(Dataset entries)

* * * *

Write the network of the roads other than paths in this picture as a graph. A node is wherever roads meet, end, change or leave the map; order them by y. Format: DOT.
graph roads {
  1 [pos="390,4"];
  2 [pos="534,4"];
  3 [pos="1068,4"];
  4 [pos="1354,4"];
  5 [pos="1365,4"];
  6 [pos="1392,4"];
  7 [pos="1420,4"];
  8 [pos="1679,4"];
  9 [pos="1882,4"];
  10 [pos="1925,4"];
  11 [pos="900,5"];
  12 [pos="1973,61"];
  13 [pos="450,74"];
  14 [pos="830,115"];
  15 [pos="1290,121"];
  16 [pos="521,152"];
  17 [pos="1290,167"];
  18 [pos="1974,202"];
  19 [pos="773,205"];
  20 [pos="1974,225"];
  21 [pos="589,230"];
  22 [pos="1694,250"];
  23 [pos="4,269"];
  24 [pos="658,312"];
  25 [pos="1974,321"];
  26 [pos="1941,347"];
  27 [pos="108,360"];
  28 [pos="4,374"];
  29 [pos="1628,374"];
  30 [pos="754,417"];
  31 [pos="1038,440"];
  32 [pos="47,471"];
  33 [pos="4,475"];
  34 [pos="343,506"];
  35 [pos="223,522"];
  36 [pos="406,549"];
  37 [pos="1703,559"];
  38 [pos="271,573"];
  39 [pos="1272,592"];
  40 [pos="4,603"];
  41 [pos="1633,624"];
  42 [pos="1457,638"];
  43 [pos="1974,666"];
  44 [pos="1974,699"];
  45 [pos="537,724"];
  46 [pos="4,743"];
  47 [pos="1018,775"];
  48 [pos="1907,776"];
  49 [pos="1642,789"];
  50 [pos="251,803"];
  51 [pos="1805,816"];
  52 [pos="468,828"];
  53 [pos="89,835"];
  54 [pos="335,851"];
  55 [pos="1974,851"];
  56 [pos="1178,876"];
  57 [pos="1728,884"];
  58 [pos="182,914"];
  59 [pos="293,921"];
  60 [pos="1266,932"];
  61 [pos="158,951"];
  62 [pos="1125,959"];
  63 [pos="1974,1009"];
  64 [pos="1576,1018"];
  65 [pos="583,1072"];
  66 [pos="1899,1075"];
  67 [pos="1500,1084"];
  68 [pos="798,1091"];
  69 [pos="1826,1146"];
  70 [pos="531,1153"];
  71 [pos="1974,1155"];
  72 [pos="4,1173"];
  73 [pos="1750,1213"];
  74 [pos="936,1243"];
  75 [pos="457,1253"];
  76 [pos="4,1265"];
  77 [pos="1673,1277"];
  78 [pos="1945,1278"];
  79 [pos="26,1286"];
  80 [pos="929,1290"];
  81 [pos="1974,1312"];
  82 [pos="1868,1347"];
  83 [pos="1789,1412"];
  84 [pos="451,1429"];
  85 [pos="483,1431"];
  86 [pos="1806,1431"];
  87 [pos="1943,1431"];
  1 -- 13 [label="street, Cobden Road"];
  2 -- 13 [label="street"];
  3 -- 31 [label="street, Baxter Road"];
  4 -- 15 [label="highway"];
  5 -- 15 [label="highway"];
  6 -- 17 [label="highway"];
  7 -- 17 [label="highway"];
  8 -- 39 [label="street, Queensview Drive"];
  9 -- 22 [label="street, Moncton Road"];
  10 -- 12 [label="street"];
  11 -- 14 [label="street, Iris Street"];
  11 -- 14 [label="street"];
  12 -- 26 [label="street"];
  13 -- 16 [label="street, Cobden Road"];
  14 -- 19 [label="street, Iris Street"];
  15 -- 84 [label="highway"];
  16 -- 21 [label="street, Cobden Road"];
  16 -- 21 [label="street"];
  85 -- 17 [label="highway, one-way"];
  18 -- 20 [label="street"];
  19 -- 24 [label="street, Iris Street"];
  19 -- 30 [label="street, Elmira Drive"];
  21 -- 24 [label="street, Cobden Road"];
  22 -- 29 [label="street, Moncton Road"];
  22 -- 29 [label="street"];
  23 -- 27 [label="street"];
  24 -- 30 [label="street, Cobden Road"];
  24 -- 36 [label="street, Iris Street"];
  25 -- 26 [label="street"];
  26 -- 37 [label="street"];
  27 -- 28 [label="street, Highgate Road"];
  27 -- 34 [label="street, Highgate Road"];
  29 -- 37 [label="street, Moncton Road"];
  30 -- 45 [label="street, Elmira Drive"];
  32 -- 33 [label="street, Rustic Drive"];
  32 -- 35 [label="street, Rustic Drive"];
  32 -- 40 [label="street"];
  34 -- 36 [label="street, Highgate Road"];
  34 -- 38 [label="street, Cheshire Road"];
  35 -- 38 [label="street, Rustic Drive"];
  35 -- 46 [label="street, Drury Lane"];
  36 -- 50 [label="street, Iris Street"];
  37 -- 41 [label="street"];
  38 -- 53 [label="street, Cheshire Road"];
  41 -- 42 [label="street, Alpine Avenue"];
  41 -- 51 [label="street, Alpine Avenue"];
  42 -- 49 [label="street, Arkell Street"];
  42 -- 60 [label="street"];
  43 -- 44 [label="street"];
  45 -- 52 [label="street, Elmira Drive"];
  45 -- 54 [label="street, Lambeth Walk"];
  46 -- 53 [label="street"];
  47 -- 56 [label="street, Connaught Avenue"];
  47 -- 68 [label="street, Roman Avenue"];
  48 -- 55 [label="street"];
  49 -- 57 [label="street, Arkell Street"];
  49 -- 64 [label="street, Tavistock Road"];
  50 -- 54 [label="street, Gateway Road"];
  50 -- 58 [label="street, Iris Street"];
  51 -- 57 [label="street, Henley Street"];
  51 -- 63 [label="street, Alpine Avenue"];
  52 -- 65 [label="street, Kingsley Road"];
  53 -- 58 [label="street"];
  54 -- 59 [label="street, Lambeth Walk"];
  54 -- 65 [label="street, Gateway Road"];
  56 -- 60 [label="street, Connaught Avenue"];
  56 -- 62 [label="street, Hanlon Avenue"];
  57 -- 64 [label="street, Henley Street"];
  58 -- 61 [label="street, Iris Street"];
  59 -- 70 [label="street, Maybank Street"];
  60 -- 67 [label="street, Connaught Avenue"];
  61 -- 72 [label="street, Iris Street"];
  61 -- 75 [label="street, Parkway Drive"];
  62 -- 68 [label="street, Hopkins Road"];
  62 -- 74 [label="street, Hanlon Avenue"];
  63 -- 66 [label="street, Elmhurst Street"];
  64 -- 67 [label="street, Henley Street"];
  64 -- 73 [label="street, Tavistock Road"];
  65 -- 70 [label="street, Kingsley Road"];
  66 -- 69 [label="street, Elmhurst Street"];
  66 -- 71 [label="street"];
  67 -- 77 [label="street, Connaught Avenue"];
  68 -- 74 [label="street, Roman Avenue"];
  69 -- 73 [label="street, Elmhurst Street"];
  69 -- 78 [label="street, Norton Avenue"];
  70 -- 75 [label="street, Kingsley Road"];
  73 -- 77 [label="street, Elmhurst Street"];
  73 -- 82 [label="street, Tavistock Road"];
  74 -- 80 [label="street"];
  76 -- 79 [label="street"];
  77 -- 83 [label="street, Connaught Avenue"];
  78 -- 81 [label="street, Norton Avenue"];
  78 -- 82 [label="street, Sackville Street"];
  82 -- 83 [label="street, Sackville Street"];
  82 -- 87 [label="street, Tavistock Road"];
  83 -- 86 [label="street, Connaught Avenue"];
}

* * * *

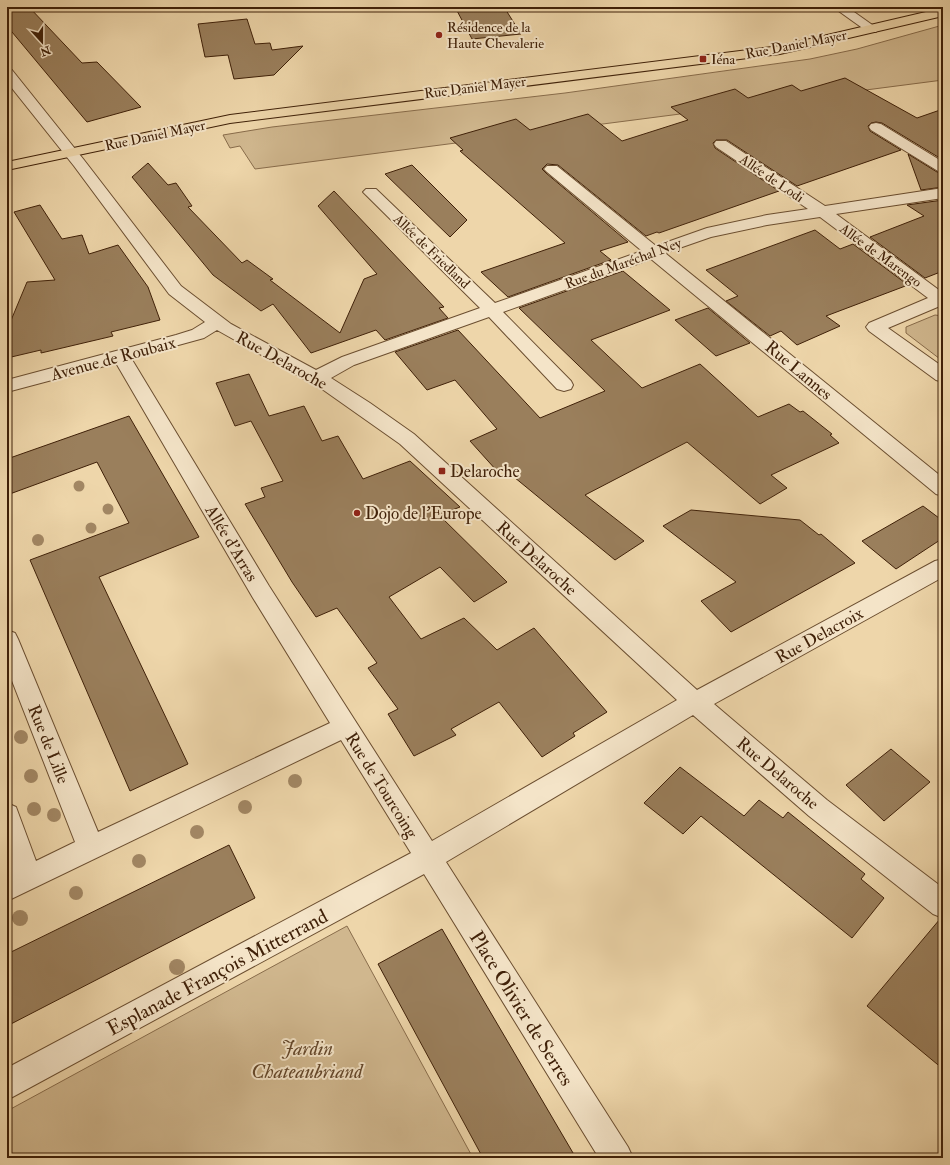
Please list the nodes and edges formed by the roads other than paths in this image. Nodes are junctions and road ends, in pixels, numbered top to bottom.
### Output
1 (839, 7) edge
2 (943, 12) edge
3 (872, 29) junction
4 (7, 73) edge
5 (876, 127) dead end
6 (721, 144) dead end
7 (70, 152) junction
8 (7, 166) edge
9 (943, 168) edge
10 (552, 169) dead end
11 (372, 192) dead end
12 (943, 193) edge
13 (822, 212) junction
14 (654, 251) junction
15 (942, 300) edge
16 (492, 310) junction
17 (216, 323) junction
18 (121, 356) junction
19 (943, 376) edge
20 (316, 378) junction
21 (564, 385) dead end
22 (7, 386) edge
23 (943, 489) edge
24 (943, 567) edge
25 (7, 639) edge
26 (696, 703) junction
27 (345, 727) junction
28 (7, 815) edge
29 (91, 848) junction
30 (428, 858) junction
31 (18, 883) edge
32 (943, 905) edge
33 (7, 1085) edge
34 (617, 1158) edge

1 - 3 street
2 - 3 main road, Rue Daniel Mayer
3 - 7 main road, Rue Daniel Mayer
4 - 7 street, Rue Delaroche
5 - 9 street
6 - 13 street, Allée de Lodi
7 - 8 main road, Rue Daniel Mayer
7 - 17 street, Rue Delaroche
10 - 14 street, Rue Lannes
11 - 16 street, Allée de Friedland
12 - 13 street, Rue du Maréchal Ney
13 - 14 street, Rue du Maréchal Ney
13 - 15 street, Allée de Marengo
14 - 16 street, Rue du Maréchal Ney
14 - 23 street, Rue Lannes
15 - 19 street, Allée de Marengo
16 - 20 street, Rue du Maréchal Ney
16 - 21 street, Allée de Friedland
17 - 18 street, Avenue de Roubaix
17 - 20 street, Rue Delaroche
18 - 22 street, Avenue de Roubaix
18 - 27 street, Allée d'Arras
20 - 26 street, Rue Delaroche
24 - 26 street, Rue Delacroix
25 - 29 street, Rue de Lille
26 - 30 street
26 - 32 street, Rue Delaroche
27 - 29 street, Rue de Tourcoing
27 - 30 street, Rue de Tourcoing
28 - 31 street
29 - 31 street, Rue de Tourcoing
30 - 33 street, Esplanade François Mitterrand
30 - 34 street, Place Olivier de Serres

* * * *

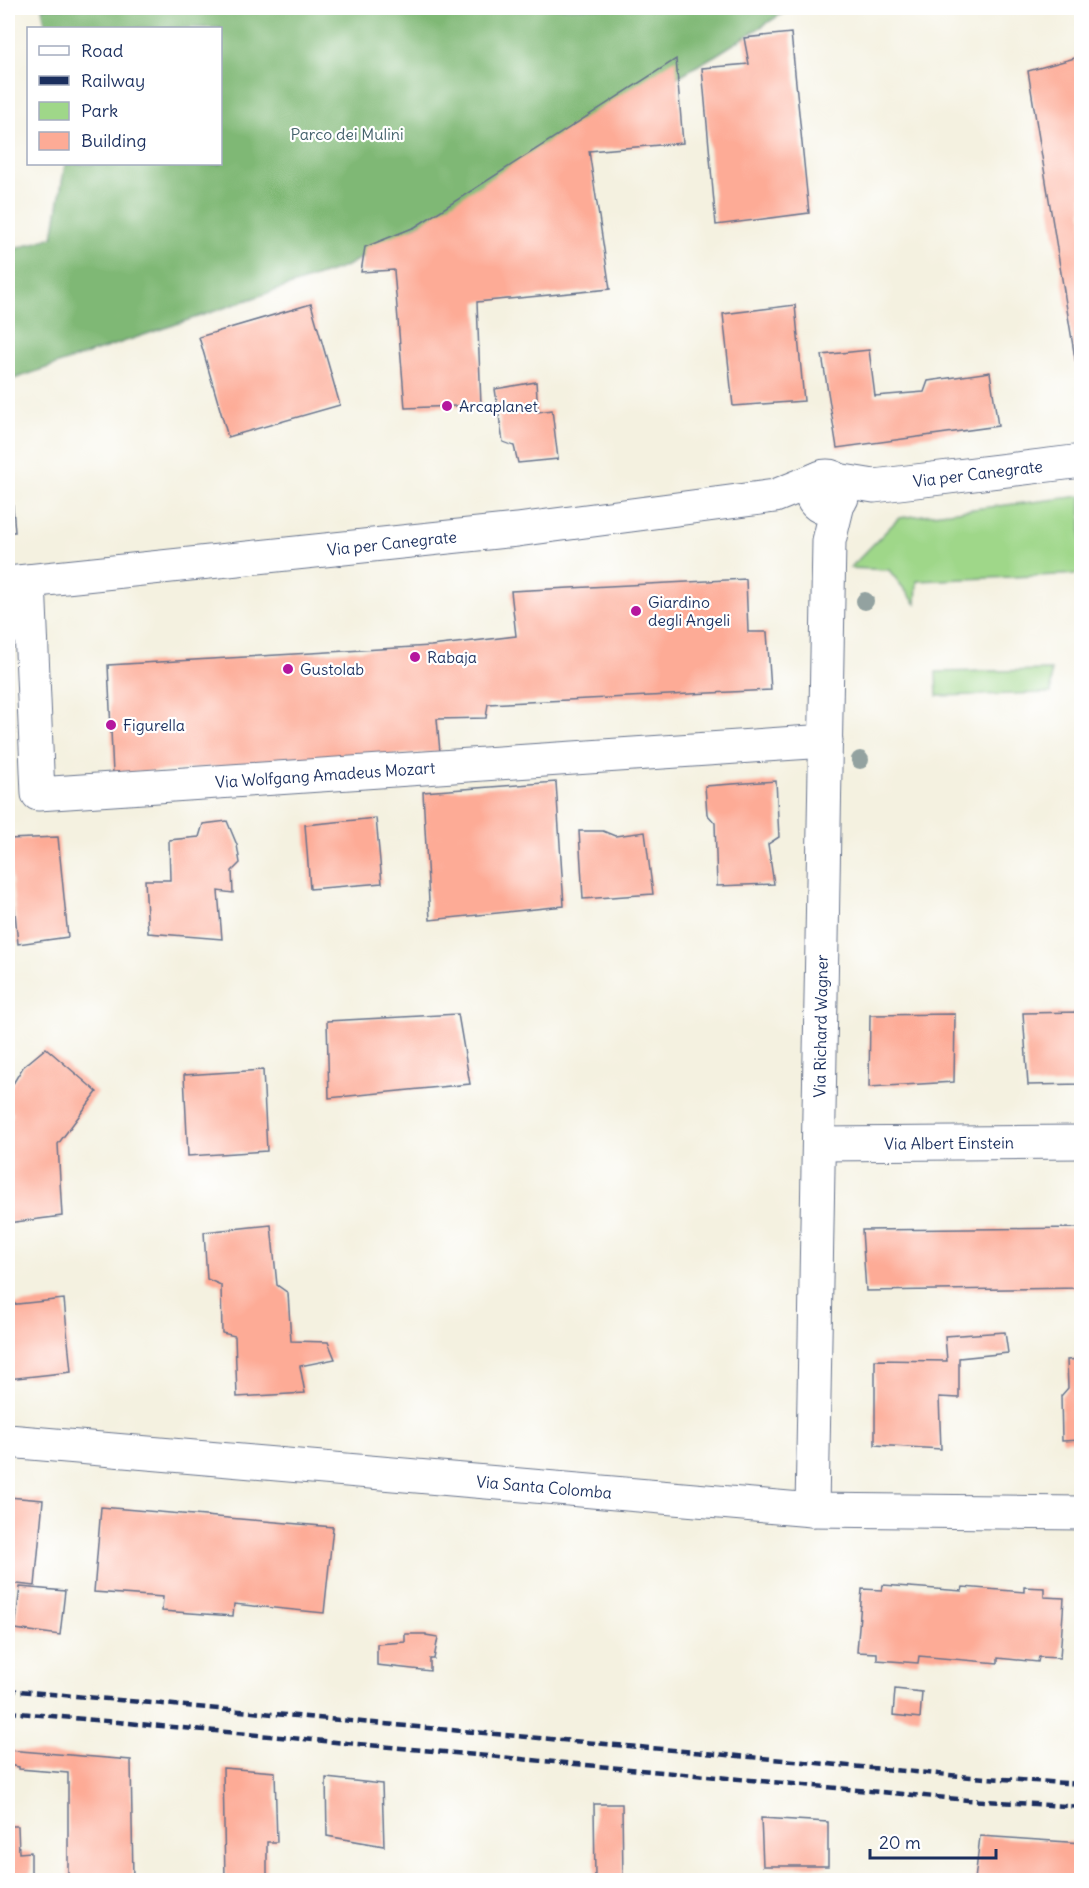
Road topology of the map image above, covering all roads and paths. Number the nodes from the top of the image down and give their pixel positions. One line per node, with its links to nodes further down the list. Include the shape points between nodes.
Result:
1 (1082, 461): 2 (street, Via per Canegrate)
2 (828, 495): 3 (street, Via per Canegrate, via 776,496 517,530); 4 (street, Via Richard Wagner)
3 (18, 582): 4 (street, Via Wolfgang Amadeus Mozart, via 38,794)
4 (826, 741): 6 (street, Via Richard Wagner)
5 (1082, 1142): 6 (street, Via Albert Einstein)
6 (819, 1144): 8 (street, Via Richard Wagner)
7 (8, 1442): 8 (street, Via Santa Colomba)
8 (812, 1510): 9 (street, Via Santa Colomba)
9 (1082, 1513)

* * * *

→ **Work task**:
Search the entries above for the string "list", and report each line where it occurs.

→ **Answer for this exercise**:
Please list the nodes and edges formed by the roads other than paths in this image. Nodes are junctions and road ends, in pixels, numbered top to bottom.
Road topology of the map image above, covering all roads and paths. Number the nodes from the top of the image down and give their pixel positions. One line per node, with its links to nodes further down the list. Include the shape points between nodes.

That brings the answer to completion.